_ASSIGNMENT_
Write out all the entries word for word, but skip any images.

_MATERIAL FOR THE TASK_
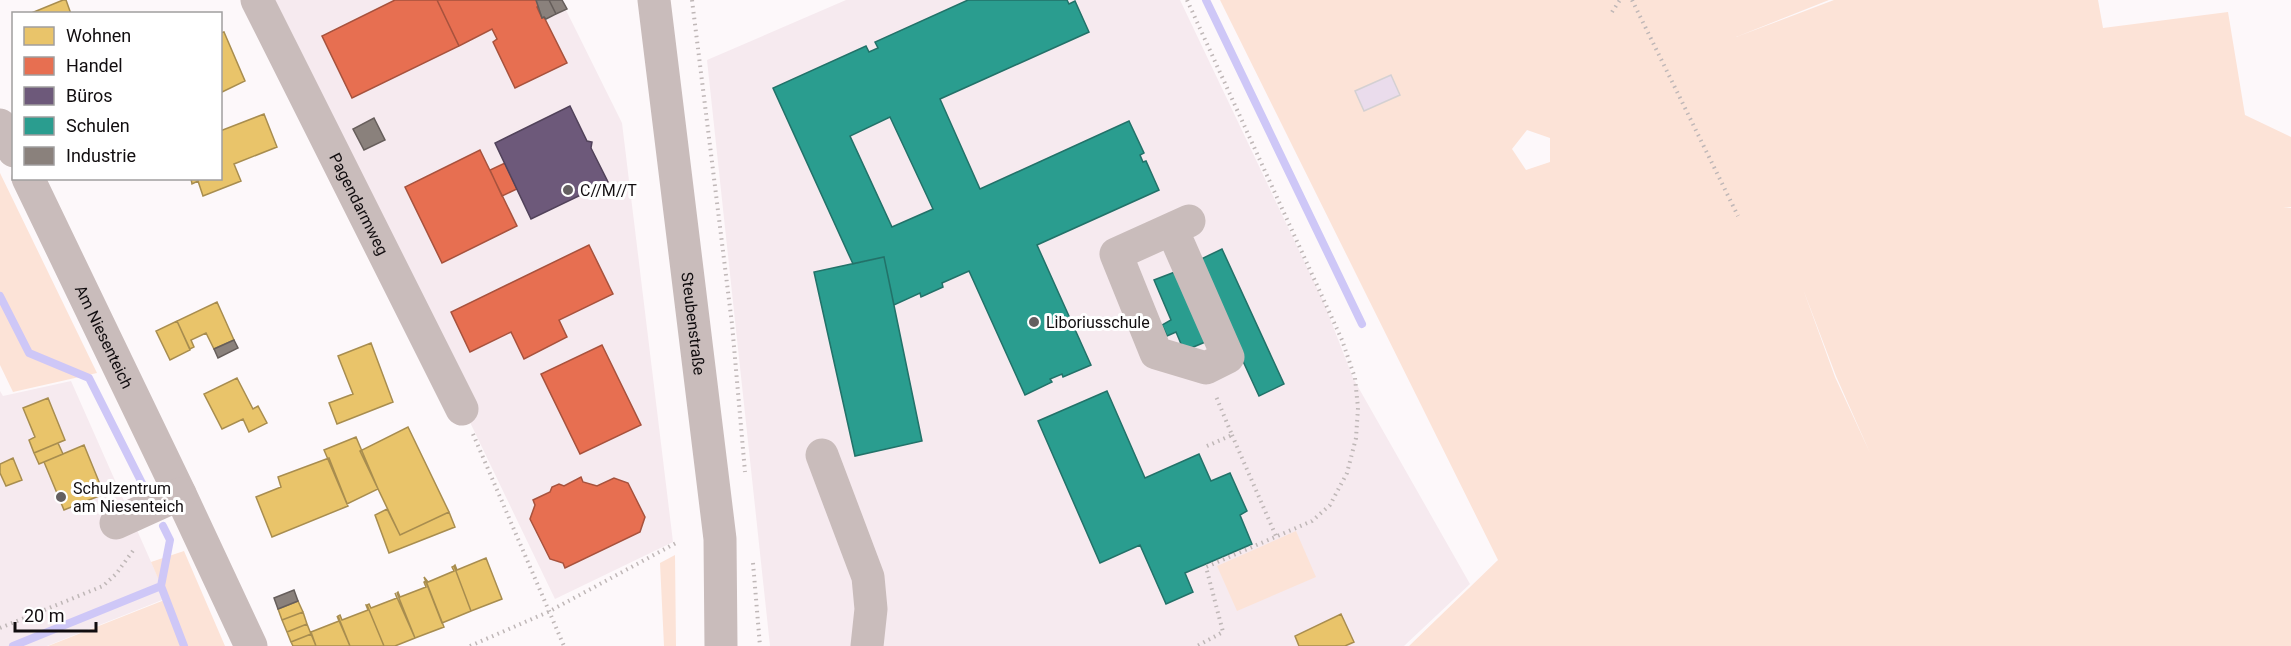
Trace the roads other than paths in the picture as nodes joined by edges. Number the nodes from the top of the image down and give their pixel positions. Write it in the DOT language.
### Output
graph roads {
  1 [pos="257,0"];
  2 [pos="654,0"];
  3 [pos="0,125"];
  4 [pos="12,147"];
  5 [pos="29,180"];
  6 [pos="1206,368"];
  7 [pos="462,409"];
  8 [pos="822,455"];
  9 [pos="180,494"];
  10 [pos="126,535"];
  11 [pos="251,646"];
  12 [pos="722,646"];
  13 [pos="867,646"];
  1 -- 7 [label="street, Pagendarmweg"];
  2 -- 12 [label="street, Steubenstraße"];
  3 -- 4 [label="street"];
  5 -- 9 [label="street, Am Niesenteich"];
  6 -- 6 [label="street"];
  8 -- 13 [label="street"];
  9 -- 10 [label="street"];
  9 -- 11 [label="street, Am Niesenteich"];
}
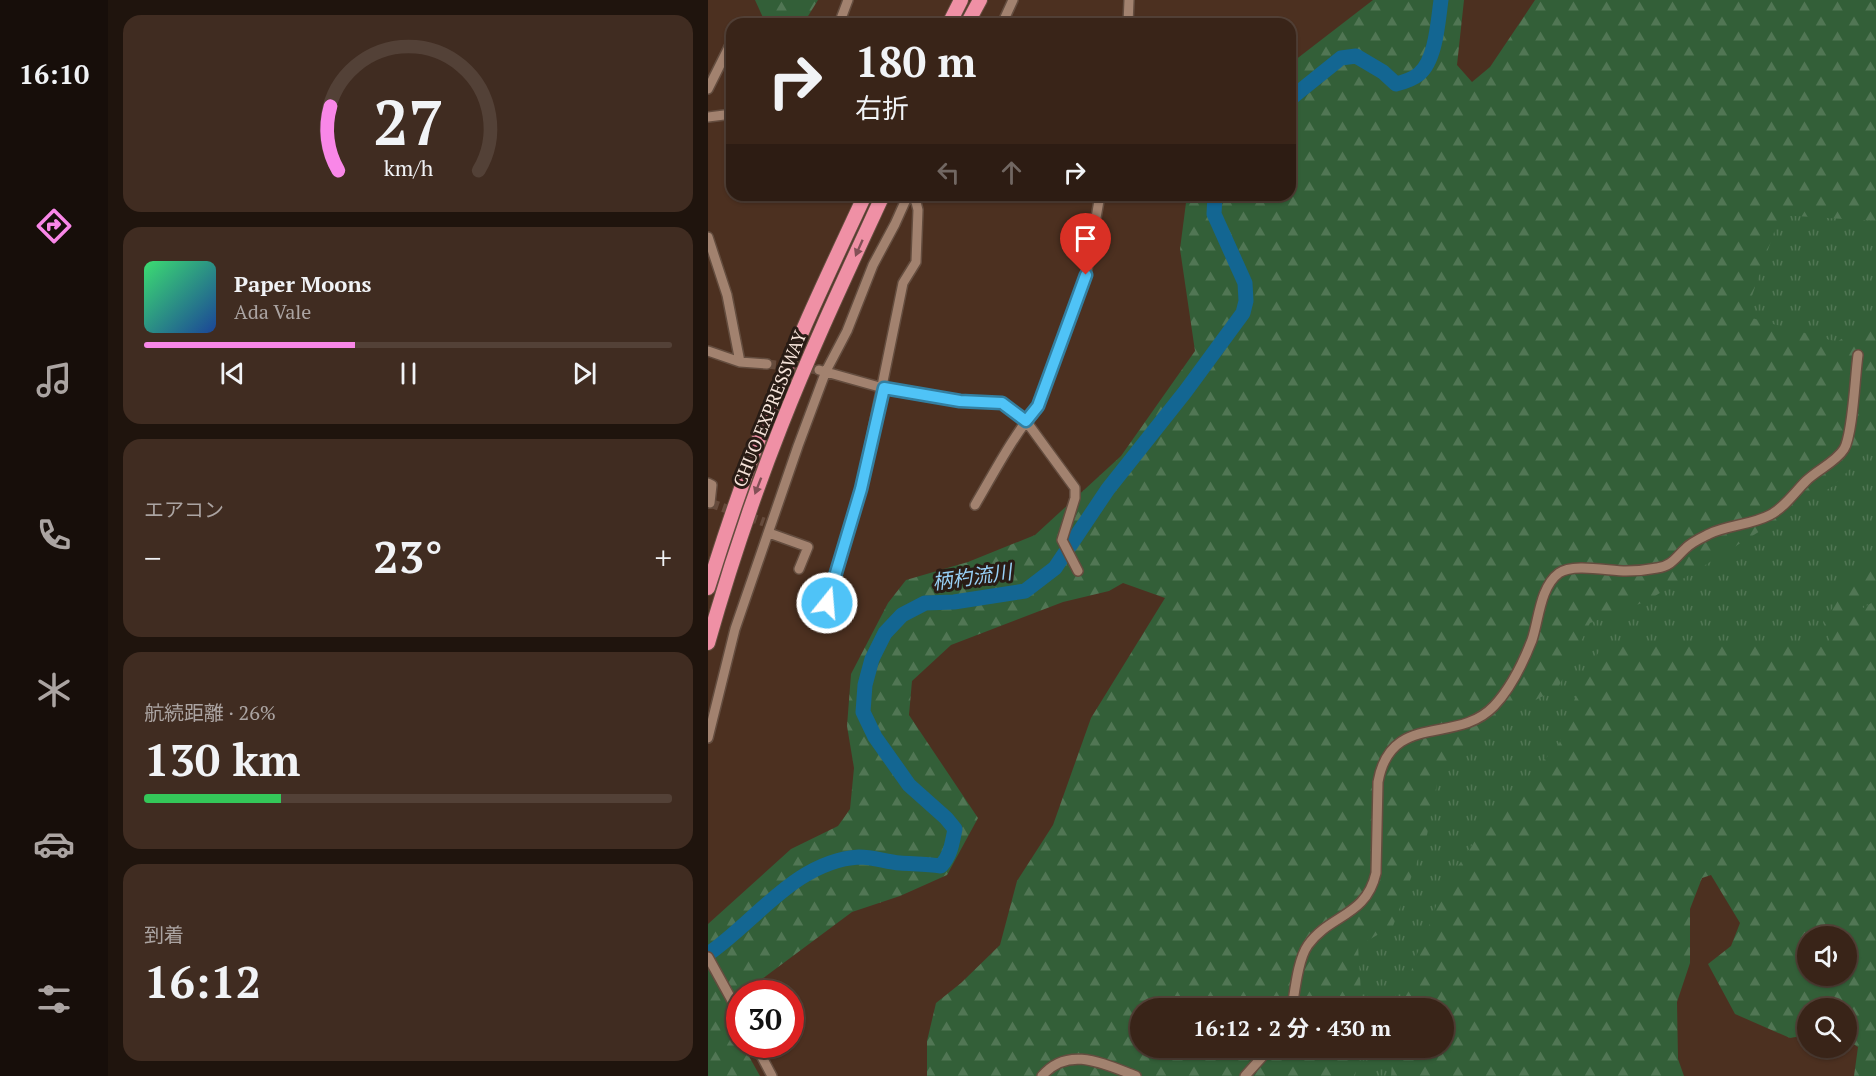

_FINISHED TASK_
Trace the roads other than paths in the picture as nodes joined by edges. Number the nodes from the top of the image down and give their pixel positions. Write it in the DOT language.
### Output
graph roads {
  1 [pos="257,0"];
  2 [pos="654,0"];
  3 [pos="0,125"];
  4 [pos="12,147"];
  5 [pos="29,180"];
  6 [pos="1206,368"];
  7 [pos="462,409"];
  8 [pos="822,455"];
  9 [pos="180,494"];
  10 [pos="126,535"];
  11 [pos="251,646"];
  12 [pos="722,646"];
  13 [pos="867,646"];
  1 -- 7 [label="street, Pagendarmweg"];
  2 -- 12 [label="street, Steubenstraße"];
  3 -- 4 [label="street"];
  5 -- 9 [label="street, Am Niesenteich"];
  6 -- 6 [label="street"];
  8 -- 13 [label="street"];
  9 -- 10 [label="street"];
  9 -- 11 [label="street, Am Niesenteich"];
}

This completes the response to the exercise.